This Week in Logistics News (September 30-October 6)

This has been a tough week. The senseless shooting in Las Vegas has left me grasping for something to write. But I just don’t even know what to say. However, this is not the appropriate place for me to step up on my soapbox, so I’ll share something my colleague Steve Banker said in his opening keynote at MercuryGate’s user conference in Las Vegas earlier this week. Steve said he was glad that the conference wasn’t canceled, because if it was, the bad guys win…

And now, on to the news.

In following a service by its subsidiary, Walmart will soon offer free, same-day delivery on orders in New York City. The company already offers free, two-day shipping on orders over $35, a move Walmart made in response to Amazon Prime’s two-day shipping program. So how is Walmart planning on making same-day deliveries? By acquisition of course. The company has acquired New York City-based logistics startup Parcel (potentially for less than $10 million). Since its founding in 2013, Parcel has handled both scheduled and same-day deliveries for meal-kit providers and e-commerce companies. The startup has built a database of every New York City building it has delivered to, featuring information and photos for each building’s service entrance to maximize efficiency in an environment that can be hard to navigate quickly. This information should help Walmart speed up delivery service in the city.

Amazon is testing a new delivery service in the US geared towards making more items available for two-day delivery. The service, named Seller Flex, began in India two years ago, and allows Amazon to oversee the pick-up of packages from warehouses and third-party merchants selling on Amazon will also oversee the delivery of these packages, which gives the company the option of making deliveries themselves, or route the packages through UPS or FedEx. The key is that Amazon is in control of how these deliveries are made, making it easier to service more customers with more deliveries. This seems to be another logical step in Amazon’s move to become full-service logistics provider.

There have been signs of improvement in the Puerto Rico supply chain which had been at a near stand-still since Hurricane Maria slammed the island. A steady flow of trucks started arriving at port operations early Saturday morning to pick up containers and bring them to distributors, stores, and other clients in Puerto Rico. Cargo, storage yard, and distribution companies kept their doors open all weekend in order to try and alleviate the backlog of emergency supplies like food, medicine, water, and construction materials at San Juan’s port. While the backlog is easing, the flow of goods is still slow. One hundred percent of the FEMA cargo has been picked, but only 20 percent of the commercial loads have been sent out.

Robots are at it again. Deutsche Post has selected the German town of Bad Hersfeld as its test site for a robot to accompany mail deliverers on their routes and carry their mail items. The robots, dubbed PostBOT, are self-propelled electric robots that are capable of carrying up to six postal trays. This relieves the burden of carrying heavy loads while enabling the post carriers to go hands-free, thus making it easier and quicker to distribute the mail. Deutsche Post will evaluate the pilot program to see how well the robots support staff with their physically demanding work, and make a decision on further deployment.

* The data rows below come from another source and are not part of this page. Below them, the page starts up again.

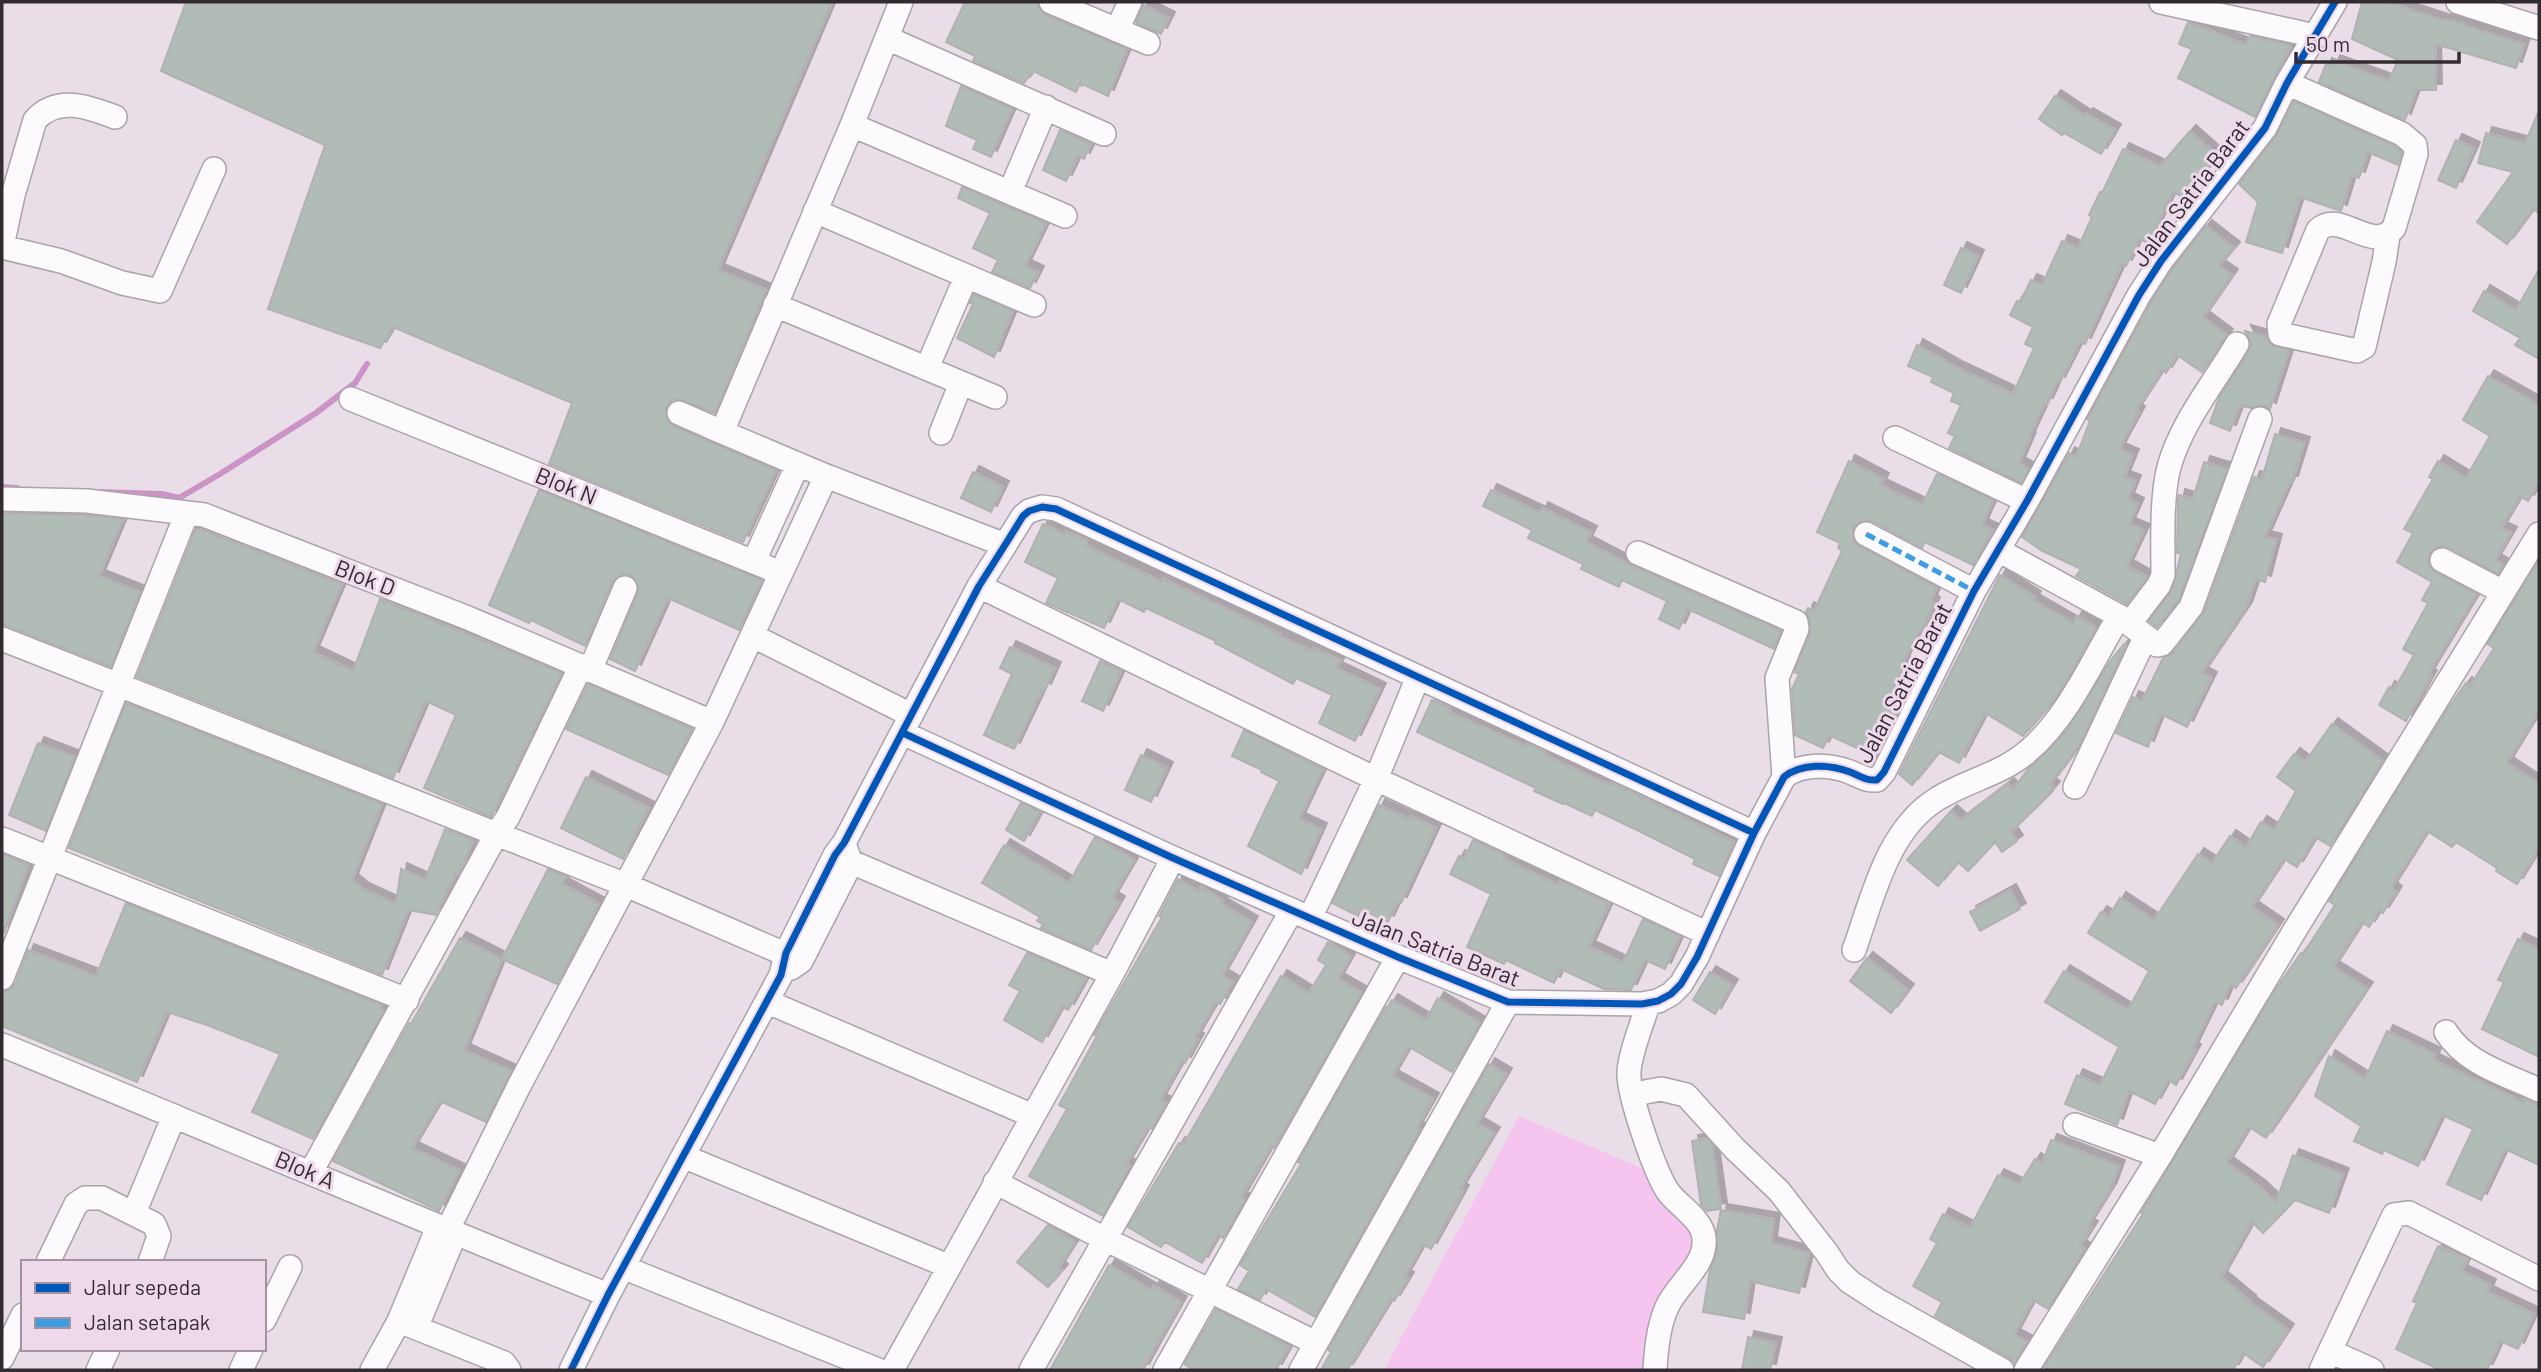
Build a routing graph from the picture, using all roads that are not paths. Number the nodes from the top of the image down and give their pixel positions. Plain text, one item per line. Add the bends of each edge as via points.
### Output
1 (901, 2) edge
2 (1051, 2) edge
3 (1130, 2) edge
4 (2161, 2) edge
5 (2335, 2) edge
6 (2458, 2) edge
7 (2532, 26) edge
8 (1117, 30) junction
9 (2315, 36) junction
10 (887, 38) junction
11 (1148, 44) dead end
12 (2287, 83) junction
13 (1046, 107) junction
14 (114, 117) dead end
15 (852, 125) junction
16 (1104, 134) dead end
17 (214, 169) dead end
18 (1010, 192) junction
19 (815, 211) junction
20 (1065, 216) dead end
21 (2388, 236) junction
22 (2, 247) edge
23 (967, 277) junction
24 (775, 305) junction
25 (1034, 305) dead end
26 (2237, 344) dead end
27 (927, 368) junction
28 (961, 383) junction
29 (995, 397) dead end
30 (351, 399) dead end
31 (679, 413) dead end
32 (2260, 419) dead end
33 (722, 432) junction
34 (941, 433) dead end
35 (1895, 438) dead end
36 (798, 464) junction
37 (825, 476) junction
38 (2, 499) edge
39 (2027, 501) junction
40 (186, 515) junction
41 (1866, 534) dead end
42 (2539, 535) edge
43 (1005, 545) junction
44 (1998, 550) junction
45 (1638, 553) dead end
46 (2442, 560) dead end
47 (754, 561) junction
48 (781, 573) junction
49 (979, 586) junction
50 (625, 587) dead end
51 (1974, 591) junction
52 (2503, 592) junction
53 (2131, 626) junction
54 (753, 636) junction
55 (2, 639) edge
56 (586, 669) junction
57 (1418, 677) junction
58 (117, 685) junction
59 (712, 722) junction
60 (907, 724) junction
61 (1784, 777) junction
62 (1376, 779) junction
63 (2074, 787) dead end
64 (497, 833) junction
65 (1754, 833) junction
66 (2, 839) edge
67 (843, 854) junction
68 (1173, 858) junction
69 (49, 859) junction
70 (626, 885) junction
71 (1301, 914) junction
72 (1708, 934) junction
73 (1854, 950) dead end
74 (1398, 957) junction
75 (789, 963) junction
76 (1112, 974) junction
77 (2, 978) edge
78 (407, 1000) junction
79 (768, 1002) junction
80 (1508, 1002) junction
81 (1645, 1015) junction
82 (2446, 1032) dead end
83 (2, 1045) edge
84 (2539, 1090) edge
85 (1633, 1097) junction
86 (174, 1116) junction
87 (1033, 1116) junction
88 (2076, 1125) dead end
89 (2160, 1156) junction
90 (685, 1157) junction
91 (311, 1172) junction
92 (995, 1182) junction
93 (134, 1213) junction
94 (447, 1231) junction
95 (1105, 1239) junction
96 (49, 1260) edge
97 (151, 1260) edge
98 (948, 1266) junction
99 (290, 1267) dead end
100 (625, 1268) junction
101 (2539, 1279) edge
102 (1211, 1292) junction
103 (608, 1295) junction
104 (266, 1316) edge
105 (21, 1319) edge
106 (408, 1325) junction
107 (1316, 1343) junction
108 (107, 1351) edge
109 (250, 1351) edge
110 (2, 1358) edge
111 (2325, 1361) edge
112 (98, 1370) edge
113 (241, 1370) edge
114 (372, 1370) edge
115 (509, 1370) edge
116 (571, 1370) edge
117 (878, 1370) edge
118 (892, 1370) edge
119 (1031, 1370) edge
120 (1166, 1370) edge
121 (1301, 1370) edge
122 (1655, 1370) edge
123 (2002, 1370) edge
124 (2026, 1370) edge
125 (2372, 1370) edge

1 - 10 street
2 - 8 street
3 - 8 street
4 - 9 street
5 - 9 street, Jalan Satria Barat
6 - 7 street
8 - 11 street
9 - 12 street, Jalan Satria Barat
10 - 13 street
10 - 15 street
12 - 21 street via 2395,130 2415,145 2414,168
12 - 39 street, Jalan Satria Barat via 2265,128 2139,295
13 - 16 street
13 - 18 street
14 - 22 street via 71,104 35,120
15 - 18 street
15 - 19 street
17 - 22 street via 160,292
18 - 20 street
19 - 23 street
19 - 24 street
21 - 21 street via 2376,238 2337,225 2320,228 2279,324 2280,334 2357,351 2364,348
23 - 25 street
23 - 27 street
24 - 27 street
24 - 33 street
26 - 53 street via 2169,467 2163,575
27 - 28 street
28 - 29 street
28 - 34 street
30 - 47 street, Blok N
31 - 33 street
32 - 53 street via 2191,607 2162,644
33 - 36 street
35 - 39 street
36 - 37 street
36 - 47 street
37 - 43 street
37 - 48 street
38 - 40 street, Blok D via 87,501
39 - 44 street, Jalan Satria Barat
40 - 56 street, Blok D via 205,515
40 - 58 street
41 - 51 street
42 - 52 street
43 - 49 street
43 - 57 street via 1029,511 1056,509
44 - 51 street, Jalan Satria Barat
44 - 53 street
45 - 61 street via 1796,622 1777,678
46 - 52 street
47 - 48 street, Blok N
48 - 54 street
49 - 60 street
49 - 62 street
50 - 56 street via 594,661
51 - 61 street, Jalan Satria Barat via 1880,778 1868,780 1818,766
52 - 89 street
53 - 63 street
53 - 73 street via 2036,744 2019,759 1937,799 1904,830 1882,870
54 - 59 street
54 - 60 street, Jalan Satria Barat
55 - 58 street
56 - 59 street, Blok D
56 - 64 street via 577,674
57 - 62 street
57 - 65 street
58 - 64 street
58 - 69 street
59 - 70 street
60 - 67 street
60 - 68 street, Jalan Satria Barat
61 - 65 street
62 - 71 street
62 - 72 street
64 - 70 street
64 - 78 street
65 - 72 street
66 - 69 street
67 - 75 street
67 - 76 street
68 - 71 street, Jalan Satria Barat
68 - 76 street
69 - 77 street
69 - 78 street
70 - 75 street
70 - 94 street
71 - 74 street, Jalan Satria Barat
71 - 95 street
72 - 81 street via 1682,984
74 - 80 street, Jalan Satria Barat
74 - 102 street
75 - 79 street
76 - 87 street
78 - 91 street
79 - 87 street
79 - 90 street
80 - 81 street, Jalan Satria Barat
80 - 107 street
81 - 85 street via 1629,1072
82 - 84 street via 2467,1056
83 - 86 street, Blok A
85 - 122 street via 1667,1190 1697,1221 1704,1240 1702,1257 1667,1308
85 - 123 street via 1661,1089 1686,1095 1779,1191 1850,1282
86 - 91 street, Blok A
86 - 93 street
87 - 92 street
88 - 89 street
89 - 124 street
90 - 98 street
90 - 100 street
91 - 94 street, Blok A
92 - 95 street
92 - 98 street
93 - 96 street via 102,1198 85,1198 76,1204
93 - 97 street via 154,1224 159,1236
94 - 103 street, Blok A
94 - 106 street
95 - 102 street
95 - 119 street
98 - 118 street
99 - 104 street
100 - 103 street
100 - 117 street
101 - 111 street via 2409,1213 2394,1214
102 - 107 street
102 - 120 street
103 - 116 street
105 - 110 street
106 - 114 street
106 - 115 street via 504,1363
107 - 121 street
108 - 112 street
109 - 113 street
111 - 125 street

Instacart has not rushed into overexpansion, specifically outside of the US. However, with Amazon’s acquisition of Whole Foods, Instacart is now looking for greener pastures. The grocery delivery start-up is close to a deal with Loblaw Cos., Canada’s largest grocer. The deal will allow Instacart to begin delivering groceries from Loblaw stores in Toronto and then expand nationally throughout the grocery chain over the next year. The Canadian grocery delivery market could soon be crowded, as Amazon has announced plans to roll out its Prime Now membership delivery service into Canada later this year, and earlier this month, Metro Inc. announced it would focus on online grocery delivery in Quebec.

Target is testing curbside pick-up in fifty Twin Cities stores. The service, named Drive Up, launched earlier this week. Customers can place an order through Target’s app, and at check-out, select “Drive Up”, rather than in-store pick-up or delivery. When they are on their way to the store, they press a button to let Target know. Once they arrive, they park in a specified parking area and a Target employee brings the order out to the car. The program is similar to buy online, pick-up in-store, except that the customer does not even have to get out of their car. While this limits up-sell and cross-sell opportunities, it is still more profitable than ship from store.

And finally, UPS and Chinese express delivery company SF Holding announced they have received approval from Chinese regulators for an international package delivery services joint venture. The two companies have been working together since 2015, but the partnership is now official. With approval from China’s Ministry of Commerce, the firms said in a statement that they will initially provide package delivery services from China to the United States, which will be expanded to other countries. The venture will combine SF’s 13,000 service points in 331 cities in China with UPS’ global network spanning 220 countries.

That’s all for this week. For the song of the week, I wanted to pick a song in remembrance of Tom Petty. However, I realized that picking just one would be nearly impossible for me. So the song of the week is not a song, it is Tom Petty’s greatest hits. Enjoy.